Sofahead, Pre-Marital Predicament (Boss Tuneage, 2006).
Top Ten Musical Things of the Year (2013)
1. WBGO. Throughout my music-listening life, I’ve always liked jazz, but was never a huge jazz fan. I was content with a handful of favorite albums and artists, and would maybe pick up a few new albums every year, far fewer than rock, metal, or other kinds of albums. But this year I went on some kind of jazz kick and found myself listening to WBGO, “the jazz source,” a public radio station based in Newark, NJ. WBGO has been there through my entire life and was where I’d turn for a good variety of jazz, new and old, plus some blues, soul music, etc. This year I spent more hours listening to WBGO than every other year of my life combined. I’m not sure why. But in a time when automated, online streaming “radio” stations are proliferating, it seems especially important to support real public institutions like WBGO. I became a supporting member this year, too, and if you like jazz and public radio, I recommend you check out WBGO and consider lending your support.
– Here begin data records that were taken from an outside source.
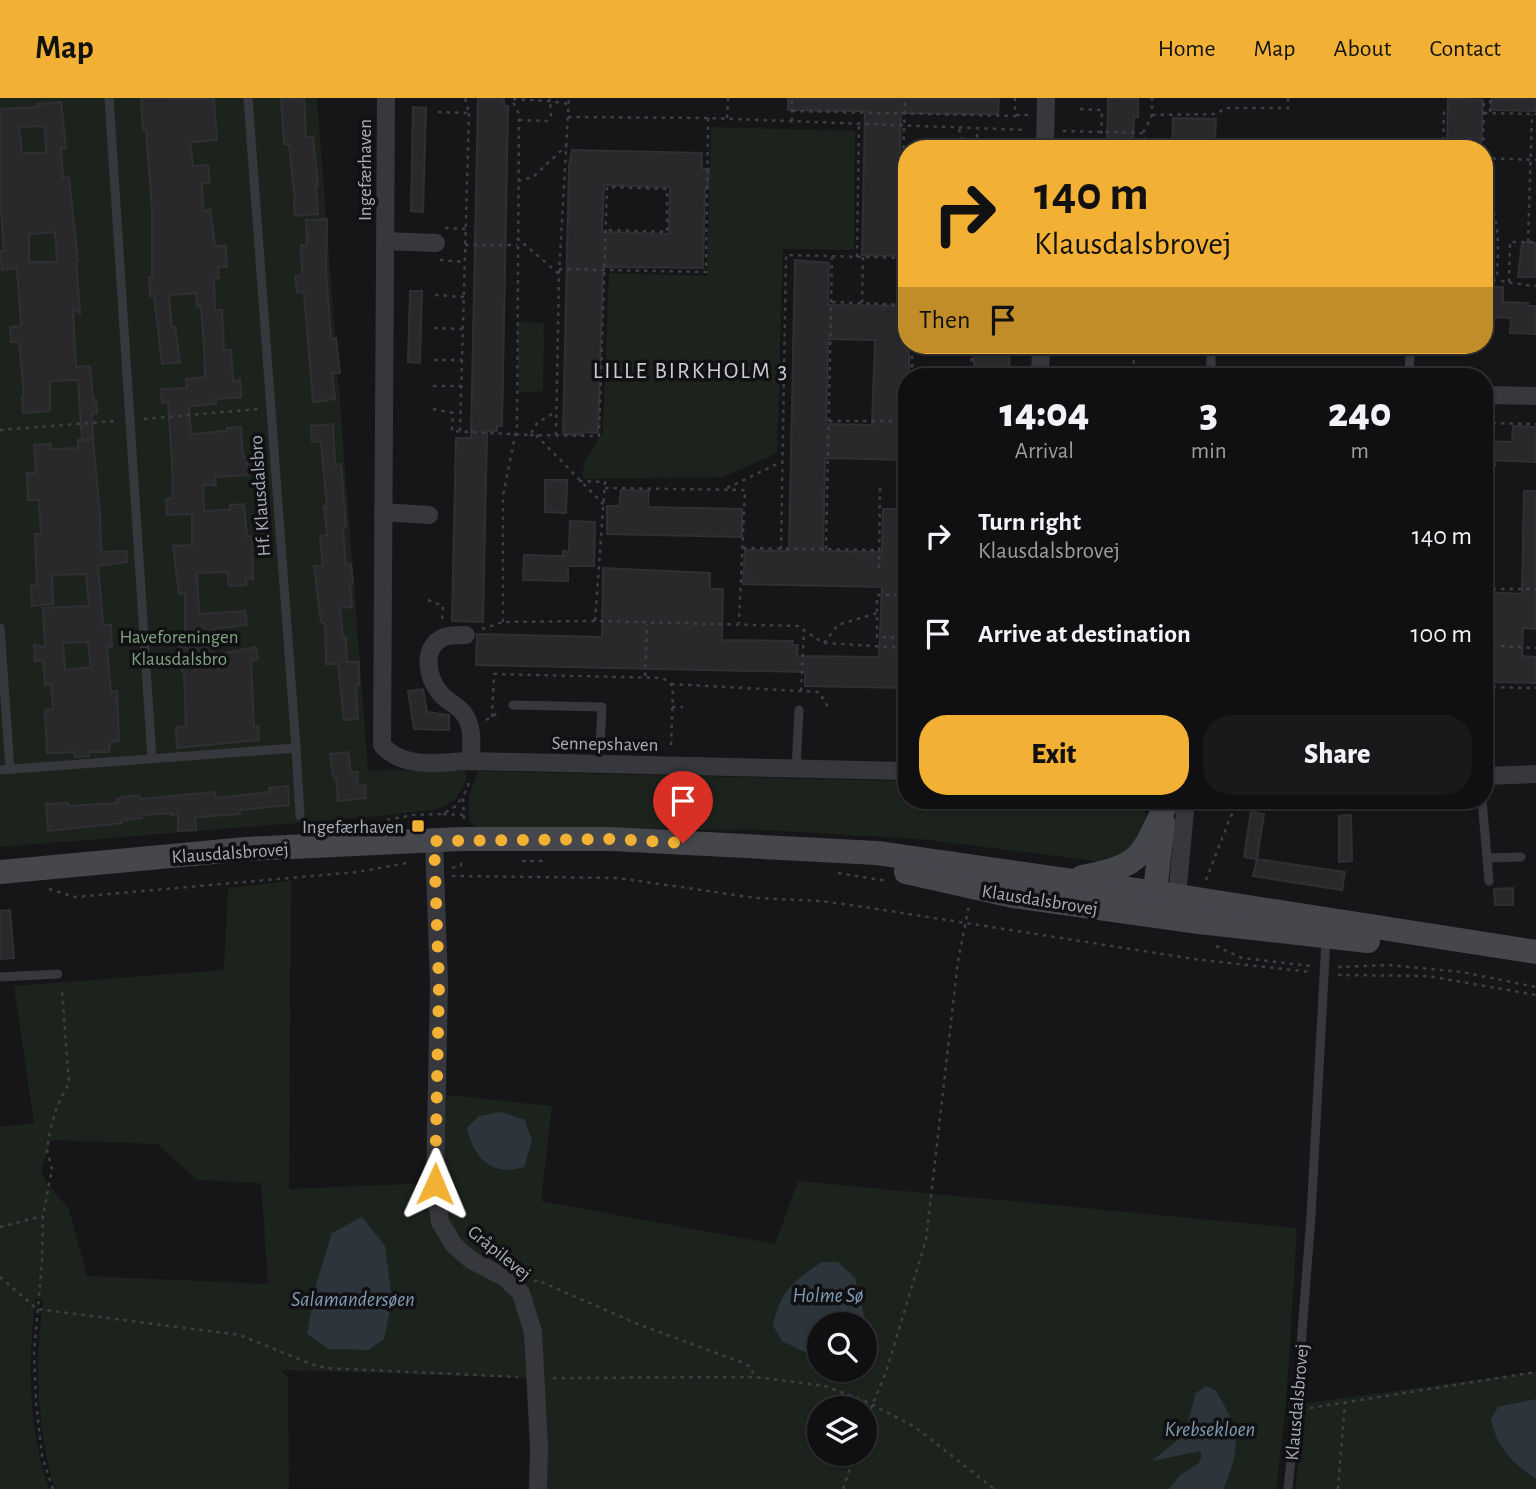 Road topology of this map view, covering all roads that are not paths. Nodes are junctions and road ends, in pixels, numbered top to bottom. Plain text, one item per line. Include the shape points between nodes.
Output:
1 (109, 98) edge
2 (248, 98) edge
3 (386, 98) edge
4 (1046, 98) edge
5 (1045, 140) edge
6 (385, 241) junction
7 (436, 244) road end
8 (1211, 354) dead end
9 (1211, 368) edge
10 (1493, 395) edge
11 (1536, 396) edge
12 (383, 512) junction
13 (429, 515) dead end
14 (0, 628) edge
15 (466, 635) road end
16 (513, 705) road end
17 (799, 710) dead end
18 (296, 748) junction
19 (152, 759) junction
20 (471, 761) junction
21 (598, 764) junction
22 (10, 769) junction
23 (796, 769) junction
24 (0, 770) edge
25 (898, 771) edge
26 (1536, 774) edge
27 (1493, 776) edge
28 (1168, 809) edge
29 (1171, 809) edge
30 (1483, 809) edge
31 (300, 816) dead end
32 (755, 847) junction
33 (1521, 857) dead end
34 (434, 858) junction
35 (1488, 858) junction
36 (0, 872) edge
37 (1066, 880) junction
38 (1489, 881) dead end
39 (1161, 902) junction
40 (1327, 929) junction
41 (1536, 953) edge
42 (58, 974) dead end
43 (0, 977) edge
44 (538, 1489) edge
45 (1288, 1489) edge

1 - 19 lane
2 - 18 lane, Hf. Klausdalsbro
3 - 6 street, Ingefærhaven
4 - 5 street
6 - 7 street, Ingefærhaven
6 - 12 street, Ingefærhaven
8 - 9 lane
10 - 11 street
12 - 13 street
12 - 20 street, Ingefærhaven via 382,745 401,761
14 - 22 lane
15 - 20 street via 444,638 433,646 428,660 430,679 441,695 463,712 470,726
16 - 21 lane via 601,706
17 - 23 lane
18 - 19 lane
18 - 31 lane, Hf. Klausdalsbro
19 - 22 lane
20 - 21 street, Sennepshaven
21 - 23 street, Sennepshaven
22 - 24 lane
23 - 25 street, Sennepshaven
26 - 27 street
28 - 37 street via 1144,851 1129,865
29 - 39 street
30 - 35 lane
32 - 34 street, Klausdalsbrovej via 611,839
32 - 37 street, Klausdalsbrovej via 877,853
32 - 39 street, Klausdalsbrovej via 892,868 1013,896
33 - 35 lane
34 - 36 street, Klausdalsbrovej via 246,849
34 - 44 street, Gråpilevej via 439,985 435,1184 440,1222 454,1245 471,1260 504,1277 521,1293 533,1332
35 - 38 lane
37 - 39 street, Klausdalsbrovej
39 - 40 street, Klausdalsbrovej
40 - 41 street, Klausdalsbrovej
40 - 45 lane, Klausdalsbrovej
42 - 43 lane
2. Season of Changes, Brian Blade and the Fellowship Band. Brian Blade is a fantastic drummer and bandleader, and the music here is fluid and lyrical, swelling and diminishing like the tides of the ocean. My favorite part of their sound, along with Blade’s drumming, is Kurt Rosenwinkel’s guitar: rock solos channeled through a jazz sensibility (or maybe it’s vice versa).
4. Live From Austin, TX, Richard Thompson. I found myself listening to a lot of Richard Thompson this year, especially from the 1990s through today, so I’ll let this one stand in for several of his albums. It’s amazing to hear Thompson as part of a trio—it really gives you a sense of what a great performer and guitarist he is.
5. Old Yellow Moon, Emmylou Harris and Rodney Crowell. The Big Popular Americana album of the year, which I really liked. I saw them perform earlier this year, playing songs from the album plus many older ones. Sometimes you see a band that just seems so in control of the material, so professional (in a good way)—this was one of those bands.
6. Let’s Talk About Love: A Journey to the End of Taste by Carl Wilson. I like to include at least one music-related book on here, and this one surprised me. It’s part of the 33 and 1/3 series of short books devoted to a single album. Here, Canadian music critic Carl Wilson wrestles with the question of why so many people love Celine Dion—and conversely, why he despises her music so much. It’s a fascinating book that ends up dealing with issues of class, taste, national identity, the mass production of pop music, Quebecois history and political struggle, and more. I learned a lot.
7. Bruce Cockburn live in Princeton, NJ. I also like to include at least one show—this year I didn’t make it to too many shows, but I have to mention this, Bruce Cockburn playing solo in a small theater in Princeton. I sat in the front row. I’ve seen him a handful of times before and every show is great. He’s a treasure.
8. The Last Ship, Sting. Say what you will about Sting, but it’s hard to deny that the guy is a tremendous pop songwriter and vocalist. Sometimes, at his worst, Sting can be pretty cheesy and self-indulgent—usually these are his upbeat, too-clever songs, or schmaltzy romantic songs. But his best songs are dark and brooding, or feel like intelligent jazz-standards (which, in pop music history, is really the tradition to which Sting belongs). The Last Ship is among his best work, musically, but also lyrically—here he revisits some of the themes of The Soul Cages (another dark, great album), drawing on his working-class upbringing in a shipbuilding town in northern England, and his relationship with his father. It’s no coincidence that this album covers some of the same territory that Sting’s buddy Mark Knopfler often covers, and that it sounds more like a Knopfler album at times, and is the best he’s released in a while.
9. Whoracle, In Flames. Here’s an album from my past that, for no reason I can figure out, re-emerged in a big way this year. I hadn’t listened to it in a long time. Personally, I think it’s one of their three best albums—Colony and Clayman being the other two—after they found a nice melodic/death balance and before they started to force 80s new wave into the mix. (And before their sound [of which they were only one pioneering band, probably not even the most influential] was copied by a billion other bands and sucked into the entire metalcore subgenre.)
10. The Secret to a Happy Ending (a film about the Drive-By Truckers). Finally saw this documentary about the band this year, and while I enjoyed it, and I got the feeling that you needed to be a fan to really like it. Or for that matter, even get what was going on, sometimes. It’s well done and has a lot of fascinating background, interviews, and concert footage. Worth watching for anyone who likes DBT.